Man Vs. (2015)

By Simone Corà | venerdì 14 aprile 2017 | 00:01

Ruggiti e laser spaziali contro alieni invisibili nel nuovo programma di Real Time                                                                                                                      

Una volta li chiamavano rip off, ma erano anni in cui l’innocenza di certi approcci cinematografici faceva più tenerezza che rabbia. Clonare idee, ambienti e sequenze intere era prassi spesso comune, negli anni Ottanta, a patto di prendere l’esercito di replicanti per quello che semplicemente erano: b-movie divertenti e sanguinari che nulla pretendevano se non di mettere insieme un po’ di protesi viscide ed effettacci truculenti. 
Man Vs. recupera questa pratica andata gradualmente perduta e, con un solo attore e ben poca pecunia, Adam Massey mette in scena una versione povera e homemade di Predator, aggiornandola ai nostri tempi. Chris Diamantopoulos offre muscoli e sguardo deciso alla controparte canadese di un Bear Grylls realmente isolata in un bosco paludoso: un uomo, una telecamera e la natura da sconfiggere, o meglio, con cui convivere per durare cinque giorni e confezionare l’ennesimo episodio del fortunato reality che conduce.  
Man Vs. è quindi un’auto narrazione svelta e sagace come si può vedere in un qualsiasi programma trasmesso da Real Time o DMAX, almeno fino a quando non entra in scena l’alieno, che rimane chiaramente nascosto fino al duello finale. 

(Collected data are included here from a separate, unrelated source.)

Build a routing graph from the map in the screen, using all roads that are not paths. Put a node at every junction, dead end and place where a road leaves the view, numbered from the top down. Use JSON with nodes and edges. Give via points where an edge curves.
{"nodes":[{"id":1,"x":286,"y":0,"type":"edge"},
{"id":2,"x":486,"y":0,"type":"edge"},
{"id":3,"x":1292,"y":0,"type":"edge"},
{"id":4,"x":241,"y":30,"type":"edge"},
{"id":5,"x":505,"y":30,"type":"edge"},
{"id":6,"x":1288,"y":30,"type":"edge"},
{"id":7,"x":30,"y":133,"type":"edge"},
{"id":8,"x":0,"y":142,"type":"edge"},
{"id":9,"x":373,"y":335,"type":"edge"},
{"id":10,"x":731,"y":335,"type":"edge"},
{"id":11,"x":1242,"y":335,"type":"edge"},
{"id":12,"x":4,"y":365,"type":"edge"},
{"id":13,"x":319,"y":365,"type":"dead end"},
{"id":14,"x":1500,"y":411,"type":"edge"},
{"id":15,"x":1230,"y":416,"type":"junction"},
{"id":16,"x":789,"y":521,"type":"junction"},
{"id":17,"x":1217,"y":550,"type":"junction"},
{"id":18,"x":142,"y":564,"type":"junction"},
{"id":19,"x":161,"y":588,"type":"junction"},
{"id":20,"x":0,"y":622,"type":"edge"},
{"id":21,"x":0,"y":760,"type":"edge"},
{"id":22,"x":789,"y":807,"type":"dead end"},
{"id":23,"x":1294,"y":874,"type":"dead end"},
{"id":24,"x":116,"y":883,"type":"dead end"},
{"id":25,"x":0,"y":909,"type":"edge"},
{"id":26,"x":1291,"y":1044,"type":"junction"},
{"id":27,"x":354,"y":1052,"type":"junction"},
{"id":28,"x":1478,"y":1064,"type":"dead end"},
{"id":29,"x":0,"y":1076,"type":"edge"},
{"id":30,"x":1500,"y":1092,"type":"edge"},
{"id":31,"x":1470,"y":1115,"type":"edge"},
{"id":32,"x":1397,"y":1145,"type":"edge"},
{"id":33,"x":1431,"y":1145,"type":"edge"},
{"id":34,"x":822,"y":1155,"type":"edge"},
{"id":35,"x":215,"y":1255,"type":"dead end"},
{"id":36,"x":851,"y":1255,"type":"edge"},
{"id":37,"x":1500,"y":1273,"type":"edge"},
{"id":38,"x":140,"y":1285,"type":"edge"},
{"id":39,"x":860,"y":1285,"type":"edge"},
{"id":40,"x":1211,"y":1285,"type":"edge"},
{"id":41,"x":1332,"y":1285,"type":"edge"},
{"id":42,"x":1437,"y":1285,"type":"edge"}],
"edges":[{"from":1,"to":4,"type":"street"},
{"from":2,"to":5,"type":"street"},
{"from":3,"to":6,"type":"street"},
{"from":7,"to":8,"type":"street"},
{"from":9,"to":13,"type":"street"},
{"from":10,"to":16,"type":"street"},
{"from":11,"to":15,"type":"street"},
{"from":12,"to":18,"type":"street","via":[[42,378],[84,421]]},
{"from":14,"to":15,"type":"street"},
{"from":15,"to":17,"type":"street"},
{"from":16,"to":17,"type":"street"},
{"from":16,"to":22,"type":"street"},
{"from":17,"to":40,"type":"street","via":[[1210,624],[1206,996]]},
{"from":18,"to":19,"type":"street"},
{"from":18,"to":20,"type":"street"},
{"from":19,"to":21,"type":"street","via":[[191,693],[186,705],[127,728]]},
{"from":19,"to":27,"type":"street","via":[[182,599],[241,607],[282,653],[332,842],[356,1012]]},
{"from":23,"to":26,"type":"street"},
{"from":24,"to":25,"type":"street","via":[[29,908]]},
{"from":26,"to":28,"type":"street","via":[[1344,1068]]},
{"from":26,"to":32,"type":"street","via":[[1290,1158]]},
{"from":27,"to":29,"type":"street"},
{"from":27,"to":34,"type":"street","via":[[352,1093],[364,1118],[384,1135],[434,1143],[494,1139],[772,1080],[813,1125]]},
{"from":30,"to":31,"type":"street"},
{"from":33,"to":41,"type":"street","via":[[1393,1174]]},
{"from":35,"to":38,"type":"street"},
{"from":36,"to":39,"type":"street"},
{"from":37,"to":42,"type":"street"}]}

Sappiamo che non serve un budget massiccio per scrivere una buona storia, e anche se a Man Vs. manca una vera forza per far spiccare il suo one man show, Massey crea delle situazioni tutto sommato interessanti e coinvolgenti, con un dosaggio molto attento delle intromissioni aliene. Il Predator canadese è purtroppo uno sciocco manichino in pessima CG ma l’autore ha perlomeno la decenza di trattenerlo fino all’inevitabile final battle, dove la produzione si scontra con la sconvolgente carenza economica.
Non è tuttavia un peccato, perché la presenza cauta dell’alieno subentra in uno scontro di furbizie e intelligenze con l’uomo, che sostituisce i cazzotti con trappole e prede da rubare. Il film è corto e regge bene, la telecronaca dello show è gradevole e la frustrazione progressiva del nostro protagonista è tutto sommato resa con una discreta schiera di sbuffi, pianti e sguardi sconsolati al cielo. Il calo è meramente visivo solo nelle già accennate mazzate finali, anche se non mancano sbudellamenti, grumi di viscere fumanti e generosi spruzzi di sangue, quasi a liberare un’esplosione di violenza trattenuta per i primi due atti.      
 
Un film in fondo dimenticabile, ma che si guarda volentieri. Come succedeva con i rip off trent’anni fa. 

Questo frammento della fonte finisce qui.